Chairman of the Indo-Pacific Study Center Melyani R. Pugu said that this book looked at how to get a modeling strategy to deal with repatriates in Papua.

Many Papuan people were repatriated from various refugee camps in Papua New Guinea and Pacific countries. “So far, the government does not yet have a model for dealing with repatriates,” said Pugu.

Pugu said that repatriates she met in the four regions lived in poverty. After being returned to Papua, these refugees were not handled by the local government, nor were they accepted by the community.

“There are people who think these people used to run to the other side, to a neighboring country, so they don’t have to deal with those who were repatriated to Papua. That’s a big problem for us, why can’t we do something for them?” she said.
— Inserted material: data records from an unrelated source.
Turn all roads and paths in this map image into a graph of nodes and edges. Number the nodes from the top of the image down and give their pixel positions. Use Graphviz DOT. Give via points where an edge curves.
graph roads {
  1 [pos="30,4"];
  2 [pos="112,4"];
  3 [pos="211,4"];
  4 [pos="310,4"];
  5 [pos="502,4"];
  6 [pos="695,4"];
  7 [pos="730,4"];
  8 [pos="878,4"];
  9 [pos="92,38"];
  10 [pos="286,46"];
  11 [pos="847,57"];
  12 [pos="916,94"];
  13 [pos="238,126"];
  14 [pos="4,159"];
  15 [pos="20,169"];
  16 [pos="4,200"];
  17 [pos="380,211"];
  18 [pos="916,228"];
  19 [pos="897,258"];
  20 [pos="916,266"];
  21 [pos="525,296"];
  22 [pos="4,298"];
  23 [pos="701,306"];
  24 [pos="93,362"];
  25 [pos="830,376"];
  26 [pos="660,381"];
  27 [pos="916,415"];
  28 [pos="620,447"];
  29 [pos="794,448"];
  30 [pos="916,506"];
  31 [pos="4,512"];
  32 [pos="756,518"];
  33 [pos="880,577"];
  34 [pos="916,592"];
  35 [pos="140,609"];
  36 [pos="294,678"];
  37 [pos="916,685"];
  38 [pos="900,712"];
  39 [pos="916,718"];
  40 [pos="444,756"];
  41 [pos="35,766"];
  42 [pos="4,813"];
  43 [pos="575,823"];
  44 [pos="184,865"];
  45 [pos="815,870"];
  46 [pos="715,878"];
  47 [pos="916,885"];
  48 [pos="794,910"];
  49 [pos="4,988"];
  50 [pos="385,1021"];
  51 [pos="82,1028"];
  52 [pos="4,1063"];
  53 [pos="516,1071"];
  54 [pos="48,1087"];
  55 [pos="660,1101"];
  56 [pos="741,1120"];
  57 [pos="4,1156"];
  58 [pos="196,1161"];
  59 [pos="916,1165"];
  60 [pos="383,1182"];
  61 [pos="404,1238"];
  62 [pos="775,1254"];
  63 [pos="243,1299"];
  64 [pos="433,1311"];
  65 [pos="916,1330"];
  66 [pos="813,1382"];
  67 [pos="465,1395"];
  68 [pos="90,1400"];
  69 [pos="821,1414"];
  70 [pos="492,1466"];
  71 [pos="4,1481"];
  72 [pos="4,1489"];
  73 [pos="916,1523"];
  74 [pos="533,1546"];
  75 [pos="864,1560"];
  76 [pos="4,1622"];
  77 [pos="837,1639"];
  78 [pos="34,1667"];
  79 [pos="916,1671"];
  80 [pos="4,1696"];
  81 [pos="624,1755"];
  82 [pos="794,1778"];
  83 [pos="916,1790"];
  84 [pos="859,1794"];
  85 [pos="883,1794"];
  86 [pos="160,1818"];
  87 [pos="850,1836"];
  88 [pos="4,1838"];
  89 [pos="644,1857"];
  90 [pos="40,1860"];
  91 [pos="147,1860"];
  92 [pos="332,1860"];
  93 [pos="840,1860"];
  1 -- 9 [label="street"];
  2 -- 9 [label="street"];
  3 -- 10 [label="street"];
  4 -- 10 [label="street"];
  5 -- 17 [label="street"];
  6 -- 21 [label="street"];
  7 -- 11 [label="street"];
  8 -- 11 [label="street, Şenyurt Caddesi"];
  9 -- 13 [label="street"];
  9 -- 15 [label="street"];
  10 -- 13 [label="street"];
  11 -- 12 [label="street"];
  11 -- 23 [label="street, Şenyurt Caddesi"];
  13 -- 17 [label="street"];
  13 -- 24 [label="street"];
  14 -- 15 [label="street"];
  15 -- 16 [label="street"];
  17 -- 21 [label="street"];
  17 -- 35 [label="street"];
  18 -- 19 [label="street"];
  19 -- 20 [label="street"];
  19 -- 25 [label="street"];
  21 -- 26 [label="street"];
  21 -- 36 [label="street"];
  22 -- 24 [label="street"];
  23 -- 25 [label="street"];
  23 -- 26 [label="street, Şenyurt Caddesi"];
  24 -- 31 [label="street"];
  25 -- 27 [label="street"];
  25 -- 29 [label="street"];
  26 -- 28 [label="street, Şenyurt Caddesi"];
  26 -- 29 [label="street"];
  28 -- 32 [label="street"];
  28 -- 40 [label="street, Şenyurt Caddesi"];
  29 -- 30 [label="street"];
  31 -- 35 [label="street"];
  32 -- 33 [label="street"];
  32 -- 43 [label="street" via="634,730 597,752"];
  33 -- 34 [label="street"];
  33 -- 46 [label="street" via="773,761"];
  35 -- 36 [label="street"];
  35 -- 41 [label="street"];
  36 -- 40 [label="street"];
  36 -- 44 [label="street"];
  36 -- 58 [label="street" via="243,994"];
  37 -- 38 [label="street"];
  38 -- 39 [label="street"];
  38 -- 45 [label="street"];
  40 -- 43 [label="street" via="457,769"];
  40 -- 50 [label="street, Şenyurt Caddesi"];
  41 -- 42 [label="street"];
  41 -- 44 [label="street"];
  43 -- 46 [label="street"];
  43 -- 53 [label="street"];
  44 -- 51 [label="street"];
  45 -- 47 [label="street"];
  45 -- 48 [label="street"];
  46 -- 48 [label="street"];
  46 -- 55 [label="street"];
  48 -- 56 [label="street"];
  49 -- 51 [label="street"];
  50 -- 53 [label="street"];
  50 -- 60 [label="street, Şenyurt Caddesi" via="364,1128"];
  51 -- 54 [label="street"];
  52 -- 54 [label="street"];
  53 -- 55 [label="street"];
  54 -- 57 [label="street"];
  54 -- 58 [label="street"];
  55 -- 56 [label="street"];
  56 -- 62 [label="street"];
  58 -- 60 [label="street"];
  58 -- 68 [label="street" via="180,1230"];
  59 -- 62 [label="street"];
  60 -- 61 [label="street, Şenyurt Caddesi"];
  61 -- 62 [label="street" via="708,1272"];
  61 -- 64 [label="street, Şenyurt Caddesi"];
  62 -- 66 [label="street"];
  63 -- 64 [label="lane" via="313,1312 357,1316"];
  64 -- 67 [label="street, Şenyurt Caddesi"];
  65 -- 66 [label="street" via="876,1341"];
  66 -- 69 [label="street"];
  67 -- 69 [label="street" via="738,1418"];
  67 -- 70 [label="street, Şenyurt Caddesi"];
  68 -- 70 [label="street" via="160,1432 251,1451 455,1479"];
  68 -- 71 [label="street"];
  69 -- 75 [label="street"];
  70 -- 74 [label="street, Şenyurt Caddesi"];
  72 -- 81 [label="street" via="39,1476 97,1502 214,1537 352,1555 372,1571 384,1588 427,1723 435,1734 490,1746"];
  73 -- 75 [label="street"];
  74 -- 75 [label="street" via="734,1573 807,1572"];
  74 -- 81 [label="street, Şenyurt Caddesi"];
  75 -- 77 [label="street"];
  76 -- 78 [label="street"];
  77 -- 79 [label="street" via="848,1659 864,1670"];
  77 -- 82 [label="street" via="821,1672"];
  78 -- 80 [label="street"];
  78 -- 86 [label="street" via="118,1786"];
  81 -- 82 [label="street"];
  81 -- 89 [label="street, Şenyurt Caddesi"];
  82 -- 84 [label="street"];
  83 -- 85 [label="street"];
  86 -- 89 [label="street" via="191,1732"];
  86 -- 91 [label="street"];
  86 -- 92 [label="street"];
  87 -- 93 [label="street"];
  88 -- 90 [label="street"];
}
Pugu explained that this book written by her and the other authors gave input to the Indonesian government, particularly the Papua Provincial Government, to address the problems faced by the refugees who were repatriated to Papua. Handling the repatriates can be done through cooperation and collaboration between the government, academics, businessmen, traditional leaders, religious leaders, and women’s leaders so that they do not become a burden on the region.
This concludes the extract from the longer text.